The three vendor corporations were not made parties defendant to
the suit. The two Wyoming defendants were not served with process,
and did not appear in the case. The Illinois defendants who were
served with process entered a special appearance and demurred to
the bill upon three grounds: (1) that the bill did not state a case
within the equity jurisdiction of the court or one entitling the
complainant to any discovery or equitable relief as prayed; (2)

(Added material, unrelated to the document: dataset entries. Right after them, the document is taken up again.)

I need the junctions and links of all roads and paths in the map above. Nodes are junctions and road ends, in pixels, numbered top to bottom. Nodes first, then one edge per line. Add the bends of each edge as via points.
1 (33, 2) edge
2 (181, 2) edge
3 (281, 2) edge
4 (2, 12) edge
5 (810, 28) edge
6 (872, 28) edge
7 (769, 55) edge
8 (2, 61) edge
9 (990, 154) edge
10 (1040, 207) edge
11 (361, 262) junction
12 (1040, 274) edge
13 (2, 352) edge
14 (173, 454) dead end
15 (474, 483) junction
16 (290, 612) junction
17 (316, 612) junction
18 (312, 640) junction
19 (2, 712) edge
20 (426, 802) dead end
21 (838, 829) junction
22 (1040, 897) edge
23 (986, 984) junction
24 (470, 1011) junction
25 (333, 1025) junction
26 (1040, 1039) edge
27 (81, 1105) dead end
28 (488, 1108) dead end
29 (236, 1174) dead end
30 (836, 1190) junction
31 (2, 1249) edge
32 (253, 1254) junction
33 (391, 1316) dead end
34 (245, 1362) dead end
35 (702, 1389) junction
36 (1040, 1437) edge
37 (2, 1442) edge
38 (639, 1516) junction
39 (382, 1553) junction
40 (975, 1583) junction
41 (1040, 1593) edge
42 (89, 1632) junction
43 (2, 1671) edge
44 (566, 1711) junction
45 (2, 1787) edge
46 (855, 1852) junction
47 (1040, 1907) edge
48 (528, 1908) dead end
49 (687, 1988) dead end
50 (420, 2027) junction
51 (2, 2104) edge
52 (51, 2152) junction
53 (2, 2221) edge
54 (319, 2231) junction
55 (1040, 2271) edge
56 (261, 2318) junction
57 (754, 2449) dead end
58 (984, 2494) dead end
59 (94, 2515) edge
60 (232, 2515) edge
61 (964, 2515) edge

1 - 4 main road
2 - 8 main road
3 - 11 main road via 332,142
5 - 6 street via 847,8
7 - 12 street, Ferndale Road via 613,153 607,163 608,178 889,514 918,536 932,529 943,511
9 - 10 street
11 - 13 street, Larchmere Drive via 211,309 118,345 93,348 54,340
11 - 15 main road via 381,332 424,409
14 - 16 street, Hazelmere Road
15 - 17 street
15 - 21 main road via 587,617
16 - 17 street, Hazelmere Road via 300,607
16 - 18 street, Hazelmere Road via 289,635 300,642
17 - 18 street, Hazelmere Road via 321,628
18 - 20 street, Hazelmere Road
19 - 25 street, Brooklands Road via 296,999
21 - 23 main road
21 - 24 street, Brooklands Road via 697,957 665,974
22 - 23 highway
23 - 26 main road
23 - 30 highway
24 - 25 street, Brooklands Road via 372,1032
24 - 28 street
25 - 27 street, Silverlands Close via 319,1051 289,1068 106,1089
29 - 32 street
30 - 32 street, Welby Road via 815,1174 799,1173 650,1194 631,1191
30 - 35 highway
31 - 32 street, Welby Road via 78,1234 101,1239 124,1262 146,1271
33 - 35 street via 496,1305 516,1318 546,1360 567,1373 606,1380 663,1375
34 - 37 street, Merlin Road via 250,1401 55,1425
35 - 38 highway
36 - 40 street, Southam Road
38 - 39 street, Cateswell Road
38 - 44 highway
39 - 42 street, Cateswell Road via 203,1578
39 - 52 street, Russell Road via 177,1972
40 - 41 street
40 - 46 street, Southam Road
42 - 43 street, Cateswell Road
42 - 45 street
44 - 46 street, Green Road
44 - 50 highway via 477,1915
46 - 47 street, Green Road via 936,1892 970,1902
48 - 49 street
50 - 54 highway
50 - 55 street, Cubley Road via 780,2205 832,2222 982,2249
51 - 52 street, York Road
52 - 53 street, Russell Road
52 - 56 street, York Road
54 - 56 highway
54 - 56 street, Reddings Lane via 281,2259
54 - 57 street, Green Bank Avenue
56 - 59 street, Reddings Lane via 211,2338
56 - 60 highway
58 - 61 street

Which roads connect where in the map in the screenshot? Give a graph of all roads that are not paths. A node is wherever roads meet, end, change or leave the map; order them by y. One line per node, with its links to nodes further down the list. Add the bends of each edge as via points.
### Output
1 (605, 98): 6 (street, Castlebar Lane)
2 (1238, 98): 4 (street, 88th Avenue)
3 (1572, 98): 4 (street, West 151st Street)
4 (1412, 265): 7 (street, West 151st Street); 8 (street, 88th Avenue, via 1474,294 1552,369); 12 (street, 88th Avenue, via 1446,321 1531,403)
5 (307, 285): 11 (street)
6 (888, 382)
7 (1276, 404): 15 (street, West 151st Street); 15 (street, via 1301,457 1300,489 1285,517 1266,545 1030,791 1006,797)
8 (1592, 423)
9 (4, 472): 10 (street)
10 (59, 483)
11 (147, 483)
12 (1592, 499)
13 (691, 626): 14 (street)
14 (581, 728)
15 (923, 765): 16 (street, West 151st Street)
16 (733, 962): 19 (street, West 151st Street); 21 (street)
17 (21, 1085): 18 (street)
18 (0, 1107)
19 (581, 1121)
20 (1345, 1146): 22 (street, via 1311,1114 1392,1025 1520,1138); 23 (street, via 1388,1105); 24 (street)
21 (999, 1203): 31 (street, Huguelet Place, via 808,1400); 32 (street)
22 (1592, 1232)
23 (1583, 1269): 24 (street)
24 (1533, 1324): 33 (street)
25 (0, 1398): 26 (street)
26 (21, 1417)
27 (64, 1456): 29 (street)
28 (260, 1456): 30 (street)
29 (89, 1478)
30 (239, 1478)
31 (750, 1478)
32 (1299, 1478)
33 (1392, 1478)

that the several vendor corporations, and each of them, were
necessary parties
Page 148 U. S. 609
to the suit, and (3) that the averments of the bill are too
general in their nature to charge the defendants, or either of
them, as a trustee of any portion of the assets of any one of the
vendor corporations.
The demurrer was sustained by the circuit court, and the bill
dismissed, 39 F. 456, and an appeal from that decree brings the
case here.
The grounds upon which the court below based its decision and
decree were: (1) that the complainant had no standing in a court of
equity without first reducing its claim for damages to a judgment,
and (2) that even if that position be untenable, still the vendor
corporations were necessary and indispensable parties to the
suit.
The bill does not seek to hold the defendants below personally
liable for the alleged fraud committed by the vendor corporations
in which they were stockholders. There is no averment or even
intimation in the bill that the defendants in any way participated
in the fraudulent misrepresentations of the vendor companies on
which it is charged the complainant relied and acted to its injury.
They are therefore not personally responsible for any damage
resulting to the complainant by reason of the alleged fraud.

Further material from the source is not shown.